In ultima istanza, una progettualità anarchica e libertaria globale va
costruita non solo nelle sedi specifiche, ma quotidianamente nei margini di
manovra che si aprono nel movimento, non tanto sul piano di posizionamento
tattico e politico, quanto sul piano di calibratura graduale dei contenuti
propositivi dell'idea anarchica di società che è plurale per
definizione e che vede compartecipi e protagonisti una immensa pluralità
di individui, di uomini e donne di ogni cultura con cui costruire pazientemente
insieme quel mondo nuovo che portiamo nei nostri cuori, ognuno diverso
dall'altro e per ciò stesso più ricco e meno propenso a farsi
ridurre ad un pensiero unico speculare a quello del sapere-potere dominante.

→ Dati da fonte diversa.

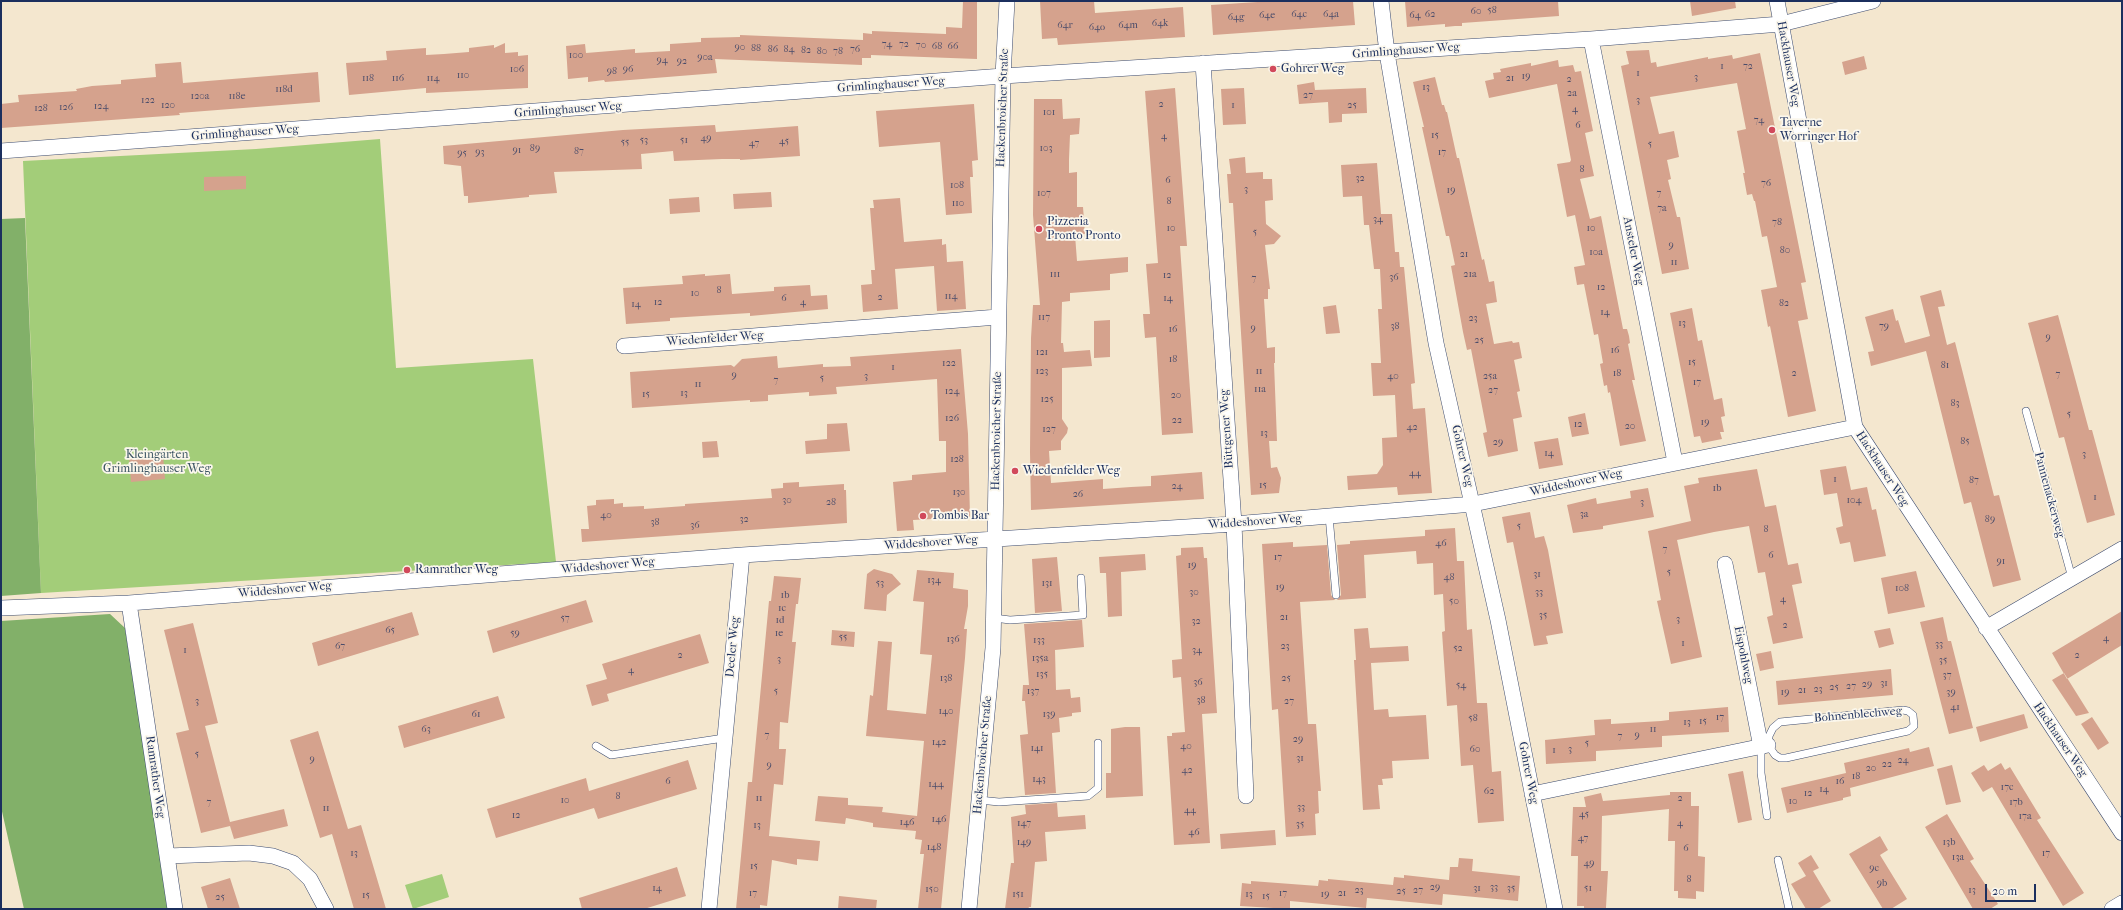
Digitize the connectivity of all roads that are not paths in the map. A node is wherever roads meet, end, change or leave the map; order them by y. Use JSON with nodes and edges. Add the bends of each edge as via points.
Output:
{"nodes":[{"id":1,"x":1007,"y":1,"type":"edge"},
{"id":2,"x":1381,"y":1,"type":"edge"},
{"id":3,"x":1777,"y":1,"type":"edge"},
{"id":4,"x":1873,"y":1,"type":"edge"},
{"id":5,"x":1781,"y":24,"type":"junction"},
{"id":6,"x":1591,"y":40,"type":"junction"},
{"id":7,"x":1387,"y":53,"type":"junction"},
{"id":8,"x":1203,"y":63,"type":"junction"},
{"id":9,"x":1003,"y":76,"type":"junction"},
{"id":10,"x":1,"y":151,"type":"edge"},
{"id":11,"x":998,"y":318,"type":"junction"},
{"id":12,"x":624,"y":346,"type":"dead end"},
{"id":13,"x":2026,"y":411,"type":"dead end"},
{"id":14,"x":1855,"y":427,"type":"junction"},
{"id":15,"x":1675,"y":462,"type":"junction"},
{"id":16,"x":1473,"y":504,"type":"junction"},
{"id":17,"x":1329,"y":516,"type":"junction"},
{"id":18,"x":1234,"y":524,"type":"junction"},
{"id":19,"x":996,"y":539,"type":"junction"},
{"id":20,"x":2122,"y":549,"type":"edge"},
{"id":21,"x":742,"y":555,"type":"junction"},
{"id":22,"x":1725,"y":564,"type":"dead end"},
{"id":23,"x":1081,"y":578,"type":"dead end"},
{"id":24,"x":2072,"y":578,"type":"junction"},
{"id":25,"x":1336,"y":595,"type":"dead end"},
{"id":26,"x":129,"y":603,"type":"junction"},
{"id":27,"x":1,"y":608,"type":"edge"},
{"id":28,"x":994,"y":618,"type":"junction"},
{"id":29,"x":1986,"y":628,"type":"junction"},
{"id":30,"x":724,"y":738,"type":"junction"},
{"id":31,"x":1098,"y":743,"type":"dead end"},
{"id":32,"x":596,"y":746,"type":"dead end"},
{"id":33,"x":1764,"y":746,"type":"junction"},
{"id":34,"x":1532,"y":794,"type":"junction"},
{"id":35,"x":1246,"y":796,"type":"dead end"},
{"id":36,"x":980,"y":800,"type":"junction"},
{"id":37,"x":1767,"y":816,"type":"dead end"},
{"id":38,"x":2122,"y":833,"type":"edge"},
{"id":39,"x":167,"y":856,"type":"junction"},
{"id":40,"x":1778,"y":860,"type":"dead end"},
{"id":41,"x":2122,"y":903,"type":"edge"},
{"id":42,"x":175,"y":909,"type":"edge"},
{"id":43,"x":326,"y":909,"type":"edge"},
{"id":44,"x":709,"y":909,"type":"edge"},
{"id":45,"x":969,"y":909,"type":"edge"},
{"id":46,"x":1555,"y":909,"type":"edge"},
{"id":47,"x":1789,"y":909,"type":"edge"},
{"id":48,"x":2112,"y":909,"type":"edge"}],
"edges":[{"from":1,"to":9,"type":"street","name":"Hackenbroicher Straße"},
{"from":2,"to":7,"type":"street","name":"Gohrer Weg"},
{"from":3,"to":5,"type":"street","name":"Hackhauser Weg"},
{"from":4,"to":5,"type":"street","name":"Grimlinghauser Weg"},
{"from":5,"to":6,"type":"street","name":"Grimlinghauser Weg"},
{"from":5,"to":14,"type":"street","name":"Hackhauser Weg"},
{"from":6,"to":7,"type":"street","name":"Grimlinghauser Weg"},
{"from":6,"to":15,"type":"street","name":"Ansteler Weg"},
{"from":7,"to":8,"type":"street","name":"Grimlinghauser Weg"},
{"from":7,"to":16,"type":"street","name":"Gohrer Weg","via":[[1436,343]]},
{"from":8,"to":9,"type":"street","name":"Grimlinghauser Weg"},
{"from":8,"to":18,"type":"street","name":"Büttgener Weg"},
{"from":9,"to":10,"type":"street","name":"Grimlinghauser Weg"},
{"from":9,"to":11,"type":"street","name":"Hackenbroicher Straße"},
{"from":11,"to":12,"type":"street","name":"Wiedenfelder Weg"},
{"from":11,"to":19,"type":"street","name":"Hackenbroicher Straße"},
{"from":13,"to":24,"type":"lane","name":"Pannenackerweg"},
{"from":14,"to":15,"type":"street","name":"Widdeshover Weg"},
{"from":14,"to":29,"type":"street","name":"Hackhauser Weg"},
{"from":15,"to":16,"type":"street","name":"Widdeshover Weg"},
{"from":16,"to":17,"type":"street","name":"Widdeshover Weg"},
{"from":16,"to":34,"type":"street","name":"Gohrer Weg"},
{"from":17,"to":18,"type":"street","name":"Widdeshover Weg"},
{"from":17,"to":25,"type":"lane"},
{"from":18,"to":19,"type":"street","name":"Widdeshover Weg"},
{"from":18,"to":35,"type":"street","name":"Büttgener Weg"},
{"from":19,"to":21,"type":"street","name":"Widdeshover Weg"},
{"from":19,"to":28,"type":"street","name":"Hackenbroicher Straße"},
{"from":20,"to":24,"type":"street"},
{"from":21,"to":26,"type":"street","name":"Widdeshover Weg"},
{"from":21,"to":30,"type":"street","name":"Deeler Weg"},
{"from":22,"to":33,"type":"street","name":"Eispohlweg"},
{"from":23,"to":28,"type":"lane","via":[[1083,615],[1010,620]]},
{"from":24,"to":29,"type":"street"},
{"from":26,"to":27,"type":"street","name":"Widdeshover Weg"},
{"from":26,"to":39,"type":"street","name":"Ramrather Weg"},
{"from":28,"to":36,"type":"street","name":"Hackenbroicher Straße"},
{"from":29,"to":38,"type":"street","name":"Hackhauser Weg"},
{"from":30,"to":32,"type":"lane","via":[[611,755]]},
{"from":30,"to":44,"type":"street","name":"Deeler Weg"},
{"from":31,"to":36,"type":"lane","via":[[1098,788],[1088,796],[999,802]]},
{"from":33,"to":33,"type":"lane","name":"Bohnenblechweg","via":[[1780,758],[1786,758],[1908,732],[1914,726],[1913,715],[1903,710],[1780,722]]},
{"from":33,"to":34,"type":"street"},
{"from":33,"to":37,"type":"lane","via":[[1761,773]]},
{"from":34,"to":46,"type":"street","name":"Gohrer Weg"},
{"from":36,"to":45,"type":"street","name":"Hackenbroicher Straße"},
{"from":39,"to":42,"type":"street","name":"Ramrather Weg"},
{"from":39,"to":43,"type":"street","via":[[250,853],[280,858],[293,863],[310,879]]},
{"from":40,"to":47,"type":"lane"},
{"from":41,"to":48,"type":"street"}]}
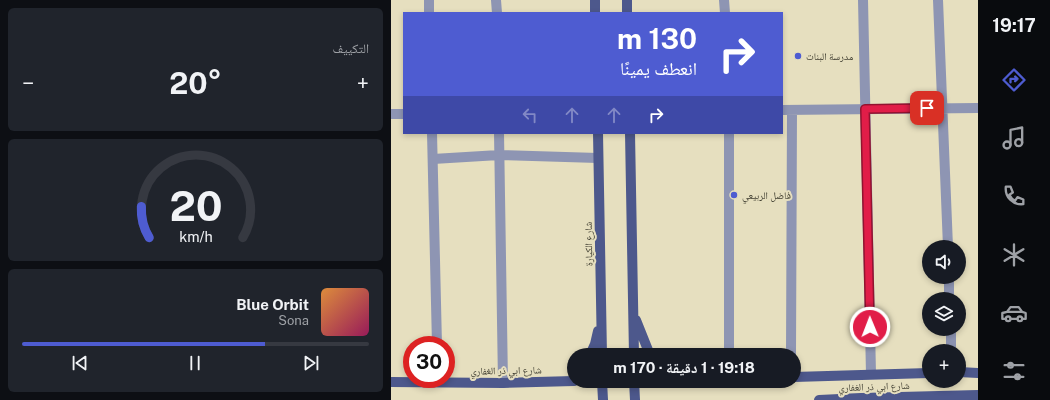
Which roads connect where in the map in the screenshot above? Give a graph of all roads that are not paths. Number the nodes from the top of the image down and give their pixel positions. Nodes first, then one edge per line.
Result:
1 (429, 0) edge
2 (496, 0) edge
3 (595, 0) edge
4 (627, 0) edge
5 (724, 0) edge
6 (863, 0) edge
7 (938, 0) edge
8 (429, 12) edge
9 (497, 12) edge
10 (595, 12) edge
11 (627, 12) edge
12 (725, 12) edge
13 (942, 108) junction
14 (978, 108) edge
15 (865, 109) junction
16 (787, 110) edge
17 (391, 114) edge
18 (403, 114) edge
19 (432, 134) edge
20 (499, 134) edge
21 (597, 134) edge
22 (630, 134) edge
23 (729, 134) edge
24 (499, 155) junction
25 (598, 158) junction
26 (433, 159) junction
27 (947, 240) edge
28 (633, 313) junction
29 (601, 321) junction
30 (437, 336) edge
31 (593, 348) edge
32 (602, 348) edge
33 (634, 348) edge
34 (647, 348) edge
35 (729, 348) edge
36 (791, 348) edge
37 (966, 372) edge
38 (922, 373) edge
39 (978, 373) edge
40 (871, 374) junction
41 (567, 376) edge
42 (801, 377) edge
43 (567, 381) edge
44 (391, 382) edge
45 (403, 382) edge
46 (455, 382) edge
47 (549, 382) junction
48 (503, 383) junction
49 (602, 388) edge
50 (634, 388) edge
51 (978, 395) edge
52 (904, 398) edge
53 (962, 398) edge
54 (861, 399) edge
55 (603, 400) edge
56 (635, 400) edge
57 (819, 400) edge

1 - 8 street
2 - 9 street
3 - 10 main road
4 - 11 main road
5 - 12 street
6 - 15 street
7 - 13 street
13 - 14 street
13 - 15 street
13 - 27 street
15 - 16 street
15 - 40 street
16 - 36 street
17 - 18 street
19 - 26 street
20 - 24 street
21 - 25 main road, شارع الكيارة
22 - 28 main road
23 - 35 street
24 - 25 street
24 - 26 street
24 - 48 street
25 - 29 main road, شارع الكيارة
26 - 30 street
28 - 33 main road
28 - 34 main road
29 - 31 main road
29 - 32 main road, شارع الكيارة
37 - 39 main road
38 - 40 main road, شارع ابي ذر الغفاري
40 - 42 main road, شارع ابي ذر الغفاري
41 - 47 main road
43 - 47 main road, شارع ابي ذر الغفاري
44 - 45 main road, شارع ابي ذر الغفاري
46 - 48 main road, شارع ابي ذر الغفاري
47 - 48 main road, شارع ابي ذر الغفاري
49 - 55 main road
50 - 56 main road
51 - 53 main road, شارع ابي ذر الغفاري
52 - 53 main road, شارع ابي ذر الغفاري
52 - 54 main road, شارع ابي ذر الغفاري
54 - 57 main road, شارع ابي ذر الغفاري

Questa gradualità radicale dovrà allora misurarsi sul piano
sostanziale con le Tobin Tax, i bilanci partecipati, i municipi autonomi,
insomma con le varie forme di eterocomando riformista e di autogoverno della
vita quotidiana, in ambito politico di base e in ambito di organizzazione
dell'economia, e in tal senso noi anarchici e libertari siamo chiamati ad una
capacità di immaginazione politica e sociale in sintonia con le istanze
libertarie già presenti nei forum e nel movimento, al di là delle
spettacolarità dei vertici e dei controvertici, perché
sarà nel respiro quotidiano che si tesserà il filo della
trasformazione globale della vita in cui è necessaria la presenza di
tutti coloro che, per adesso, in questa fase di grandi ambiguità e
confusione progettuale, si lasciano richiamare dalle sirene già viste
del riformismo neostatuale.
Ma questa è la battaglia politica ancora in corso e dagli esiti non
scontati, e non in un altrove improbabile, e non solo contro i potenti del
pianeta, ma anche accanto gli impotenti, che ne sono la stragrande maggioranza
e a cui occorre offrire un orizzonte in cui l'alternativa non sia tra la morte
sicura e l'ingresso nelle élites egemoni, ma tra la barbarie dello
sterminio assicurato dalla morsa a tenaglia di stato militare e capitale
globale, da un lato, e la libertà eguale tra differenti dall'altro,
ossia un altro mondo senza stati né capitalismi: una società
autorganizzata in senso libertario, una anarchia plurale e disseminata.